An op-ed article published in the state-backed Chinese publication Economic Daily, has suggested that the recent crash of the Terra blockchain’s LUNA and the de-pegging of the UST stablecoin vindicate the Asian country’s decision to ban crypto-related activities. In the article, the author names the interest rate hikes by the U.S. Federal Reserve and the buying and selling of crypto assets by several investment giants as the causes of the recent market crash.

Impact of Recent US Interest Rate Hike

An author writing for China’s state-backed publication, Economic Daily, has argued that the recent crash of Terra’s LUNA and the de-pegging of the UST stablecoin vindicates his country’s decision to block or prohibit virtual currency-related activities. The author, Li Hualin, also claimed that China’s “decisive” and “timely” action helped to “extinguish the ‘virtual fire’ of virtual currency speculation and put ‘protection locks’ on investors’ wallets.”

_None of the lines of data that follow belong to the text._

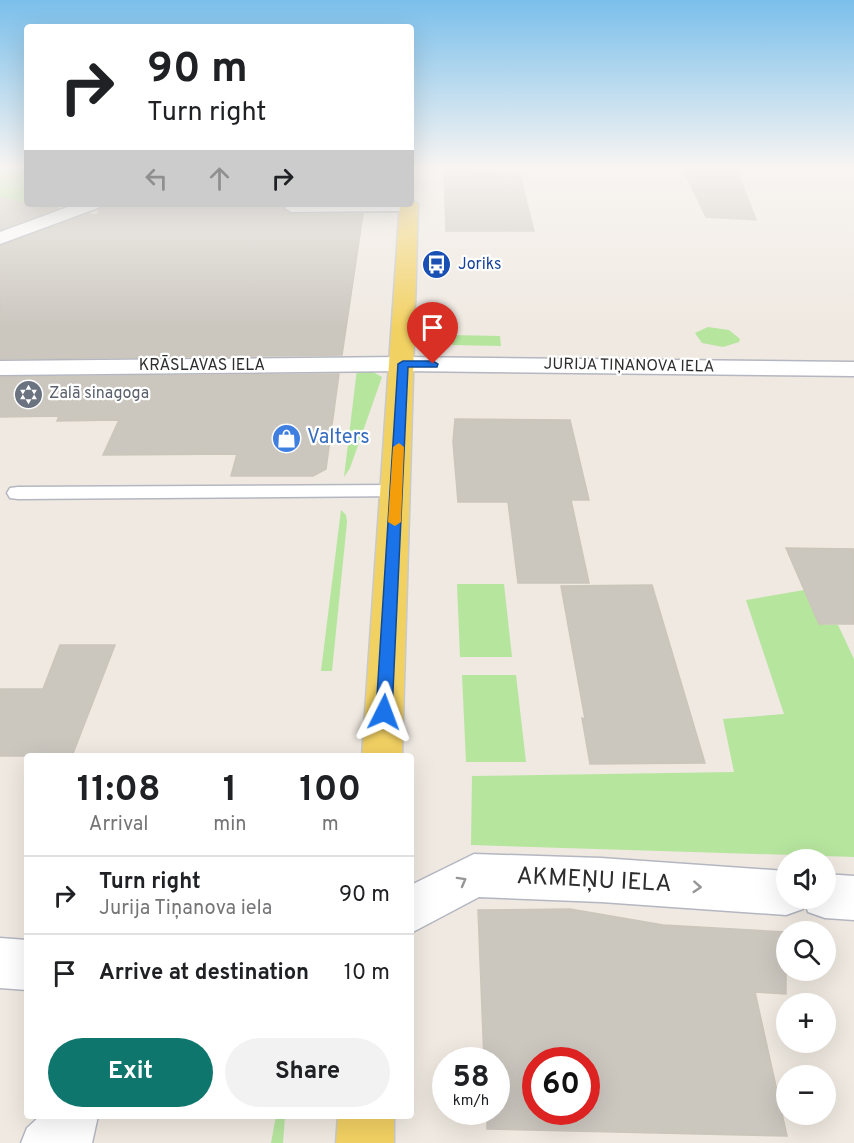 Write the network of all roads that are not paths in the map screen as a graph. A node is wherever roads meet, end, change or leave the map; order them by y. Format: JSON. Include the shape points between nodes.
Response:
{"nodes":[{"id":1,"x":45,"y":221,"type":"edge"},
{"id":2,"x":409,"y":221,"type":"edge"},
{"id":3,"x":0,"y":238,"type":"edge"},
{"id":4,"x":403,"y":364,"type":"junction"},
{"id":5,"x":0,"y":368,"type":"edge"},
{"id":6,"x":854,"y":369,"type":"edge"},
{"id":7,"x":396,"y":491,"type":"junction"},
{"id":8,"x":18,"y":493,"type":"dead end"},
{"id":9,"x":382,"y":753,"type":"edge"},
{"id":10,"x":776,"y":892,"type":"edge"},
{"id":11,"x":836,"y":897,"type":"edge"},
{"id":12,"x":854,"y":898,"type":"edge"},
{"id":13,"x":414,"y":908,"type":"edge"},
{"id":14,"x":0,"y":963,"type":"edge"},
{"id":15,"x":24,"y":965,"type":"edge"},
{"id":16,"x":66,"y":1119,"type":"edge"},
{"id":17,"x":77,"y":1119,"type":"edge"},
{"id":18,"x":366,"y":1119,"type":"edge"},
{"id":19,"x":42,"y":1143,"type":"edge"},
{"id":20,"x":71,"y":1143,"type":"edge"},
{"id":21,"x":365,"y":1143,"type":"edge"}],
"edges":[{"from":1,"to":3,"type":"street"},
{"from":2,"to":4,"type":"main road"},
{"from":4,"to":5,"type":"street","name":"KRĀSLAVAS IELA"},
{"from":4,"to":6,"type":"street","name":"JURIJA TIŅANOVA IELA"},
{"from":4,"to":7,"type":"main road"},
{"from":7,"to":8,"type":"lane"},
{"from":7,"to":9,"type":"main road"},
{"from":13,"to":10,"type":"street","name":"AKMEŅU IELA","one_way":true,"via":[[474,874]]},
{"from":11,"to":12,"type":"street"},
{"from":14,"to":15,"type":"street"},
{"from":16,"to":19,"type":"lane"},
{"from":17,"to":20,"type":"lane"},
{"from":18,"to":21,"type":"main road"}]}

As reported by Bitcoin.com News, Terra blockchain’s native token LUNA’s troubles started after the network’s other project, the algorithmic stablecoin UST, lost its peg against the U.S. dollar. Initial efforts to rescue the stablecoin precipitated the native token’s plunge from a price of over $87 on May 4, 2022, to a current price of just under $0.0003.

While some crypto experts have placed the blame for the token’s crash on the actions of the project’s leader, Do Kwon, in the opinion piece, the Chinese author appears to attribute the token’s fall mainly to the raising of interest rates by the U.S. Federal Reserve. Explaining how the rate rise caused the token to plummet, the author wrote:

Since the beginning of this year, the Federal Reserve has launched an interest rate hike cycle, and global liquidity has tightened. Especially in early May, the Federal Reserve raised interest rates by 50 basis points at a time, which had a negative impact on capital and market sentiment, and virtual currencies were the first to bear the brunt.

Virtual Currency and the Chinese Law

Following the crash of the two Terra tokens, some within the crypto community are still trying to piece together what may have caused the spectacular collapse. However, others have already accused two firms, Blackrock and Citadel, of being behind LUNA’s woes. These allegations have been rejected by the firms.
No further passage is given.